[Per-instance keypoint data]
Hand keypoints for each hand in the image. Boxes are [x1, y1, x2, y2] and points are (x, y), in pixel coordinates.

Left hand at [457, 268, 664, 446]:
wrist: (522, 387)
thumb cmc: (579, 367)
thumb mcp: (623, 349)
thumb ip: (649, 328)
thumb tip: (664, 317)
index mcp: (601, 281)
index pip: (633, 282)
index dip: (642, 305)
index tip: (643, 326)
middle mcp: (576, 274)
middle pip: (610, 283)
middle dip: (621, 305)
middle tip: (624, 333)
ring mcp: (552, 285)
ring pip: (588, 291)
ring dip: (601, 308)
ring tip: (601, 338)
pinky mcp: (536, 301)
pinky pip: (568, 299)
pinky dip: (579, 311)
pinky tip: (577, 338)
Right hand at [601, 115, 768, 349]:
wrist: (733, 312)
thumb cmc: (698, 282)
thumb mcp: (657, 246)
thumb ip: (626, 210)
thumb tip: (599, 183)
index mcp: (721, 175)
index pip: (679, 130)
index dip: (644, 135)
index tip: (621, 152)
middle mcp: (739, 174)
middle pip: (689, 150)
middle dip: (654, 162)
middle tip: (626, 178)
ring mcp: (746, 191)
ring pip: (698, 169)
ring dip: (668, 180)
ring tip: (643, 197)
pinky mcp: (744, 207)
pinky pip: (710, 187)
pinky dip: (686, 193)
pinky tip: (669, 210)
...
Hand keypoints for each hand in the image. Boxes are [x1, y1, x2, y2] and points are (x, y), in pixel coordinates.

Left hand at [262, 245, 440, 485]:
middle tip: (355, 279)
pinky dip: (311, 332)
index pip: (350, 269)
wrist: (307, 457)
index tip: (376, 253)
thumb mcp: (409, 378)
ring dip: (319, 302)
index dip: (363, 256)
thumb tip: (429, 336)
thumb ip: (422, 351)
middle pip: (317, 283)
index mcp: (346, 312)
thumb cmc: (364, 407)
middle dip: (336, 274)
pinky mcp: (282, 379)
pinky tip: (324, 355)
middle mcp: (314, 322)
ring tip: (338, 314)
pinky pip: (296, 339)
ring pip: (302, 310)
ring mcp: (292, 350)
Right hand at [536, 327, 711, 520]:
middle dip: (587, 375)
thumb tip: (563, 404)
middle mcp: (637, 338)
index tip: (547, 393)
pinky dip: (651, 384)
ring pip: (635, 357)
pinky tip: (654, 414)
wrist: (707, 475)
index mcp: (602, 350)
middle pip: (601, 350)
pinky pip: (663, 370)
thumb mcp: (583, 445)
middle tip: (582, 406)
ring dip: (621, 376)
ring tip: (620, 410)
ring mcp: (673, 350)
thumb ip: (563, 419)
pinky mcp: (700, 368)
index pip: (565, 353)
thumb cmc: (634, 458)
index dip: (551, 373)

* _TASK OBJECTIVE_:
From the records above, transcribe without alteration every line from the one with "thumb ip: (422, 351)" to the one with "index dip: (551, 373)", inclusive.

* _TASK RESPONSE_:
thumb ip: (422, 351)
middle pip: (317, 283)
index mcp: (346, 312)
thumb cmc: (364, 407)
middle dip: (336, 274)
pinky mcp: (282, 379)
pinky tip: (324, 355)
middle mcp: (314, 322)
ring tip: (338, 314)
pinky pip: (296, 339)
ring pip: (302, 310)
ring mcp: (292, 350)
Right hand at [536, 327, 711, 520]:
middle dip: (587, 375)
thumb tip: (563, 404)
middle mcp: (637, 338)
index tip: (547, 393)
pinky dip: (651, 384)
ring pip: (635, 357)
pinky tip: (654, 414)
wrist: (707, 475)
index mcp: (602, 350)
middle pip: (601, 350)
pinky pip: (663, 370)
thumb mcp: (583, 445)
middle tip: (582, 406)
ring dip: (621, 376)
ring tip: (620, 410)
ring mcp: (673, 350)
thumb ip: (563, 419)
pinky mcp: (700, 368)
index pip: (565, 353)
thumb cmc: (634, 458)
index dip: (551, 373)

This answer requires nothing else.